A ideia de construir a fábrica de baterias na Bahia é para reduzir o custo do produto e dispensar a necessidade de importação direta da China. No entanto, apesar dos estudos para a construção estarem em andamento, ainda são iniciais — principalmente levando em consideração que a montadora, que está sendo erguida na planta da antiga fábrica da Ford, ainda não foi inaugurada. A previsão é que as obras sejam concluídas ainda este ano.

Centro de distribuição de peças

A reportagem do BNEWS foi até o Espírito Santo para acompanhar o esquema de produção das peças dos veículos da BYD em solo nacional.

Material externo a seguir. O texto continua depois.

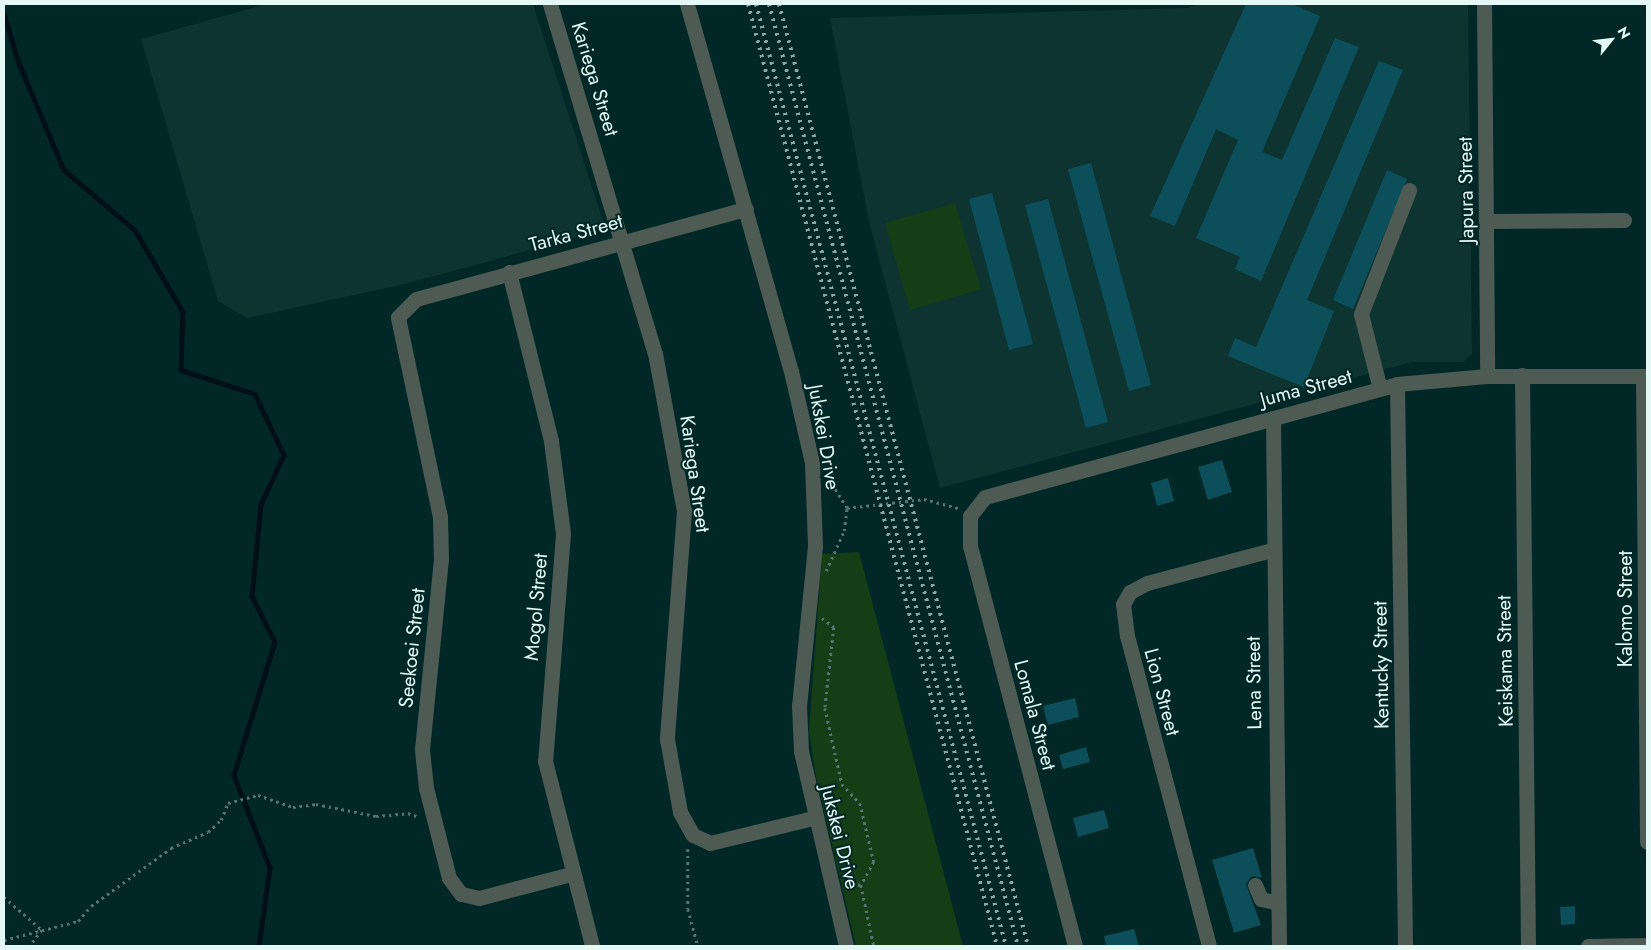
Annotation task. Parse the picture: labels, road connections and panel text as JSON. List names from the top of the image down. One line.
{"streets":{"street":["Kariega Street","Japura Street","Tarka Street","Juma Street","Jukskei Drive","Mogol Street","Kalomo Street","Seekoei Street","Keiskama Street","Kentucky Street","Lena Street","Lion Street","Lomala Street"]},"crossings":[["Kariega Street","Tarka Street"],["Japura Street","Juma Street"],["Tarka Street","Jukskei Drive"],["Tarka Street","Mogol Street"],["Tarka Street","Seekoei Street"],["Juma Street","Kalomo Street"],["Juma Street","Keiskama Street"],["Juma Street","Kentucky Street"],["Juma Street","Lena Street"],["Juma Street","Lomala Street"],["Mogol Street","Seekoei Street"],["Lena Street","Lion Street"]],"north":"top right"}
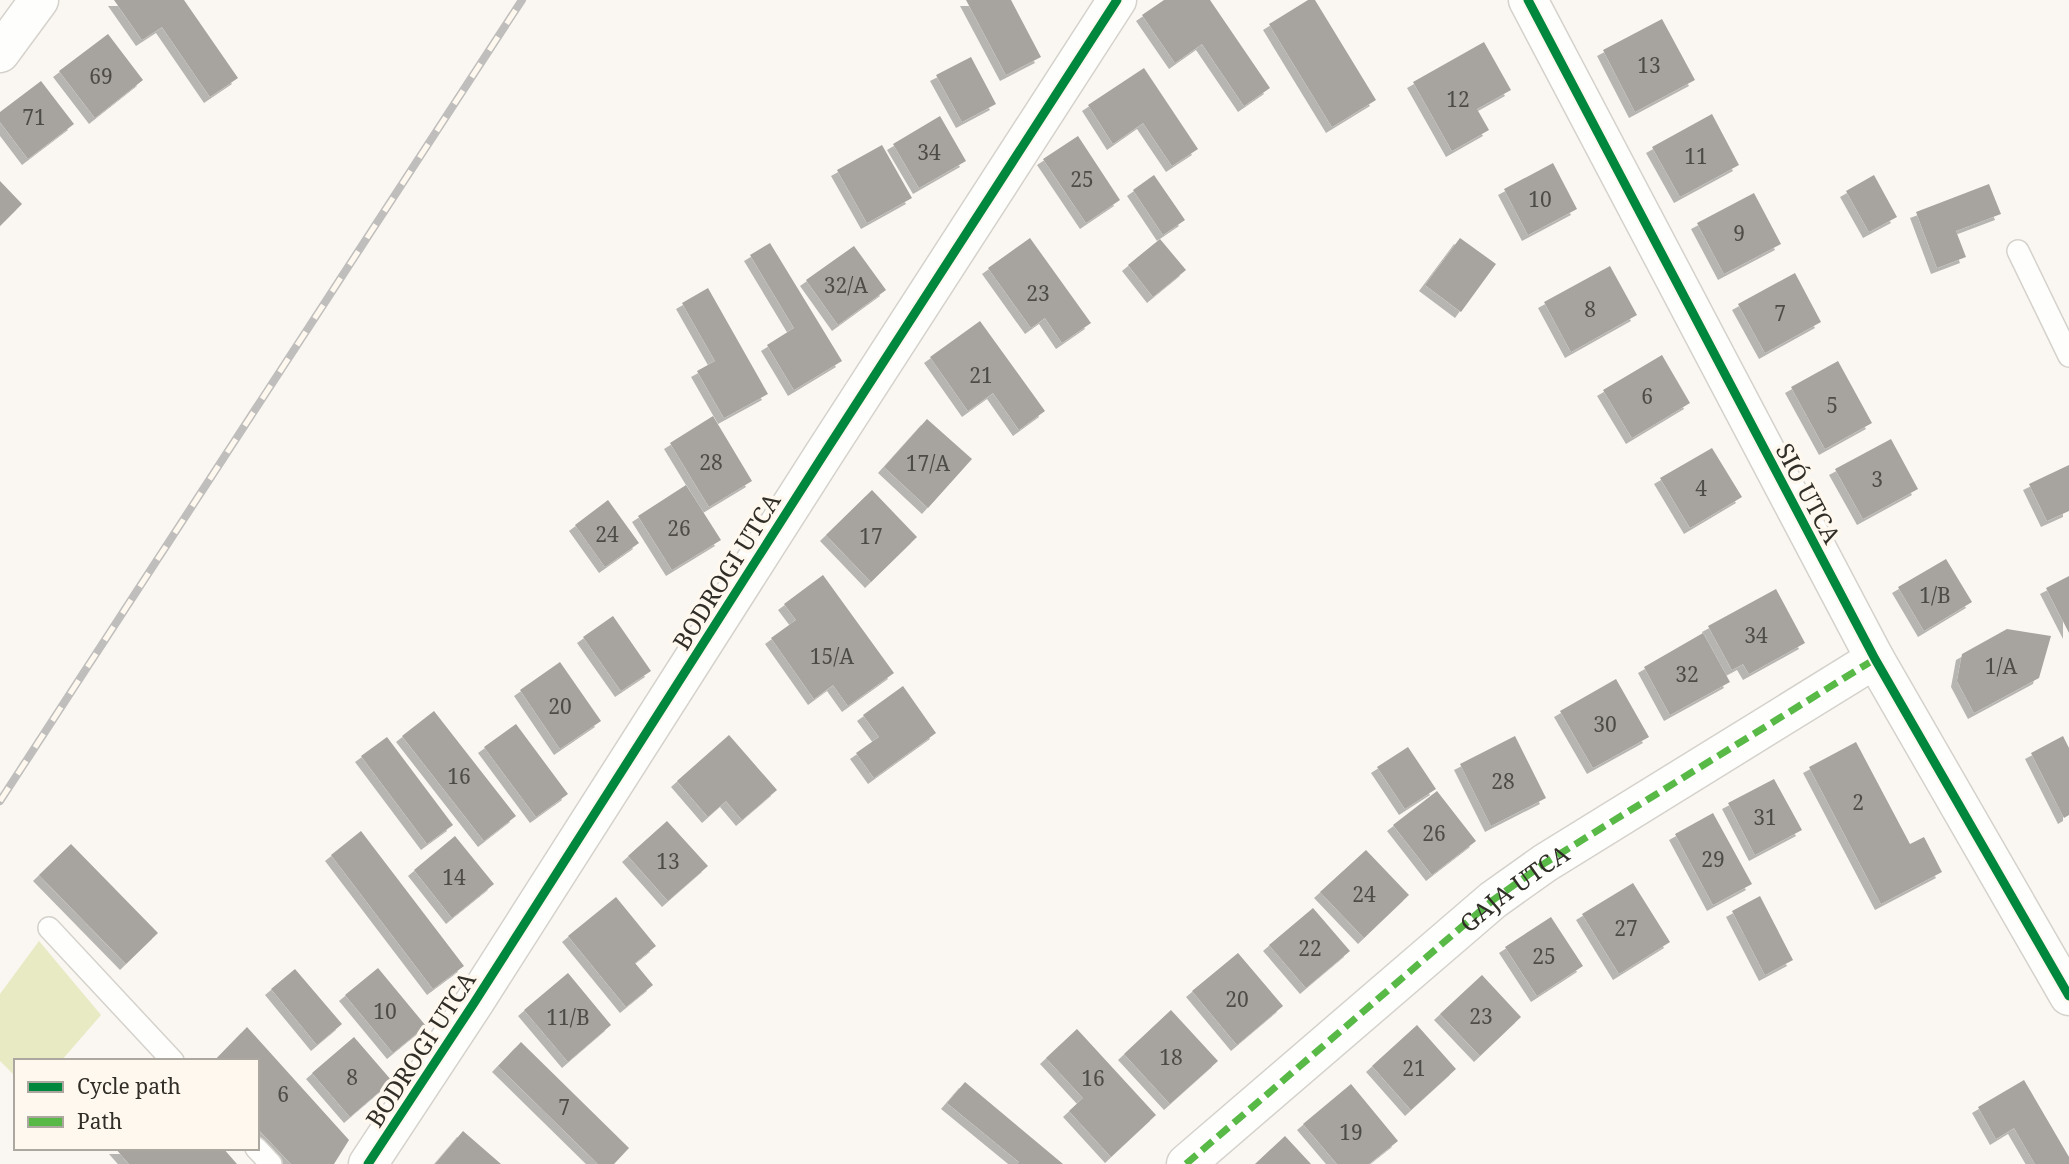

Com mais de 24 mil m², a estrutura da fábrica possui, atualmente, mais de 700 mil peças em estoque.

De acordo com o diretor de pós-venda da BYD, Fabian Gomes, a expectativa é que, assim como em Cariacica, a ideia é que Camaçari também possua uma estrutura semelhante. A proposta é dar autonomia à produção, fazendo com que a fábrica de peças seja autossuficiente, tornando a necessidade de importação de peças da China cada vez mais rara.

O terreno baiano tem cerca de 4,6 milhões de m² e o complexo fabril terá cerca de 1 milhão de m². O local foi comprado do governo da Bahia por R$ 287,81 milhões e pertenceu à Ford, que anunciou o fim das operações no Brasil em 2021. As antigas instalações da montadora norte-americana serão destinadas a fornecedores para a produção de peças da BYD.

“Existem estudos para termos um armazém de peças, porque vão ter peças que serão produzidas localmente na fábrica. A dimensão [da fábrica de peças] pode ser numa escala menor, mas faz todo sentido para a BYD produzir peças localmente, para você baratear custos e ter menos impostos. Então, com certeza, vamos ter que ter um armazém de peças lá para poder fazer a distribuição”, afirmou Fabian Gomes ao BNEWS.

*O repórter viajou para o Espírito Santo a convite da montadora chinesa BYD.